**Exercise objective:**
Each entry must be restated word for word, with nothing omitted.

[Saved data entries]
=-=-=-=-=

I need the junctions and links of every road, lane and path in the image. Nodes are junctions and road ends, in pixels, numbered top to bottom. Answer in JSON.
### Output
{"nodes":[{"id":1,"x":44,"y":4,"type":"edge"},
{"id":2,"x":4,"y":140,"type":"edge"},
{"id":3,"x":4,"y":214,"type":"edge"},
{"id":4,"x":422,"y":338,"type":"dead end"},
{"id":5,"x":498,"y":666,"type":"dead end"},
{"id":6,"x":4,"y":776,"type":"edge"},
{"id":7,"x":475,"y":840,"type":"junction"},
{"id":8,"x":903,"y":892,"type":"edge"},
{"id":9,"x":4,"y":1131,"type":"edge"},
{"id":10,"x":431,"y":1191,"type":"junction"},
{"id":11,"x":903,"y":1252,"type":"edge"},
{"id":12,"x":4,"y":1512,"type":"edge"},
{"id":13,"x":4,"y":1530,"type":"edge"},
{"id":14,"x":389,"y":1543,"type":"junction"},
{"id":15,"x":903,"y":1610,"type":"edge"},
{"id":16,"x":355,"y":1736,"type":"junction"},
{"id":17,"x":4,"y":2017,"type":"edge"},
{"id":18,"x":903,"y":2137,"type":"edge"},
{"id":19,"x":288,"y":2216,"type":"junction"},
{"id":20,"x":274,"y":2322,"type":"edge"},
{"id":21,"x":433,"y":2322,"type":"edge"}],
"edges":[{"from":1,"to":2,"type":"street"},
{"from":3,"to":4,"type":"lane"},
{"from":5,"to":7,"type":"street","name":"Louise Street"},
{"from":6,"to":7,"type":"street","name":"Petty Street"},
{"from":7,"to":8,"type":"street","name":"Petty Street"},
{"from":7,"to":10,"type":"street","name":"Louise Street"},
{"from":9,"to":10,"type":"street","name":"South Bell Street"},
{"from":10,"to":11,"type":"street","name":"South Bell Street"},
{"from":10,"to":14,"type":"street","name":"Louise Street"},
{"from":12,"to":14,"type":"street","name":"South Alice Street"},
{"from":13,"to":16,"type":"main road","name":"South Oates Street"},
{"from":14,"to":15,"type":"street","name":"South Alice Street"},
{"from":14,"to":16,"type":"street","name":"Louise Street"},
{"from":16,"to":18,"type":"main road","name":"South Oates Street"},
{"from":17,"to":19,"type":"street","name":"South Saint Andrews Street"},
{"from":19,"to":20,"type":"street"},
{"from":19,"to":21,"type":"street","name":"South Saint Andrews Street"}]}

=-=-=-=-=

**Output for this task:**
I need the junctions and links of every road, lane and path in the image. Nodes are junctions and road ends, in pixels, numbered top to bottom. Answer in JSON.
### Output
{"nodes":[{"id":1,"x":44,"y":4,"type":"edge"},
{"id":2,"x":4,"y":140,"type":"edge"},
{"id":3,"x":4,"y":214,"type":"edge"},
{"id":4,"x":422,"y":338,"type":"dead end"},
{"id":5,"x":498,"y":666,"type":"dead end"},
{"id":6,"x":4,"y":776,"type":"edge"},
{"id":7,"x":475,"y":840,"type":"junction"},
{"id":8,"x":903,"y":892,"type":"edge"},
{"id":9,"x":4,"y":1131,"type":"edge"},
{"id":10,"x":431,"y":1191,"type":"junction"},
{"id":11,"x":903,"y":1252,"type":"edge"},
{"id":12,"x":4,"y":1512,"type":"edge"},
{"id":13,"x":4,"y":1530,"type":"edge"},
{"id":14,"x":389,"y":1543,"type":"junction"},
{"id":15,"x":903,"y":1610,"type":"edge"},
{"id":16,"x":355,"y":1736,"type":"junction"},
{"id":17,"x":4,"y":2017,"type":"edge"},
{"id":18,"x":903,"y":2137,"type":"edge"},
{"id":19,"x":288,"y":2216,"type":"junction"},
{"id":20,"x":274,"y":2322,"type":"edge"},
{"id":21,"x":433,"y":2322,"type":"edge"}],
"edges":[{"from":1,"to":2,"type":"street"},
{"from":3,"to":4,"type":"lane"},
{"from":5,"to":7,"type":"street","name":"Louise Street"},
{"from":6,"to":7,"type":"street","name":"Petty Street"},
{"from":7,"to":8,"type":"street","name":"Petty Street"},
{"from":7,"to":10,"type":"street","name":"Louise Street"},
{"from":9,"to":10,"type":"street","name":"South Bell Street"},
{"from":10,"to":11,"type":"street","name":"South Bell Street"},
{"from":10,"to":14,"type":"street","name":"Louise Street"},
{"from":12,"to":14,"type":"street","name":"South Alice Street"},
{"from":13,"to":16,"type":"main road","name":"South Oates Street"},
{"from":14,"to":15,"type":"street","name":"South Alice Street"},
{"from":14,"to":16,"type":"street","name":"Louise Street"},
{"from":16,"to":18,"type":"main road","name":"South Oates Street"},
{"from":17,"to":19,"type":"street","name":"South Saint Andrews Street"},
{"from":19,"to":20,"type":"street"},
{"from":19,"to":21,"type":"street","name":"South Saint Andrews Street"}]}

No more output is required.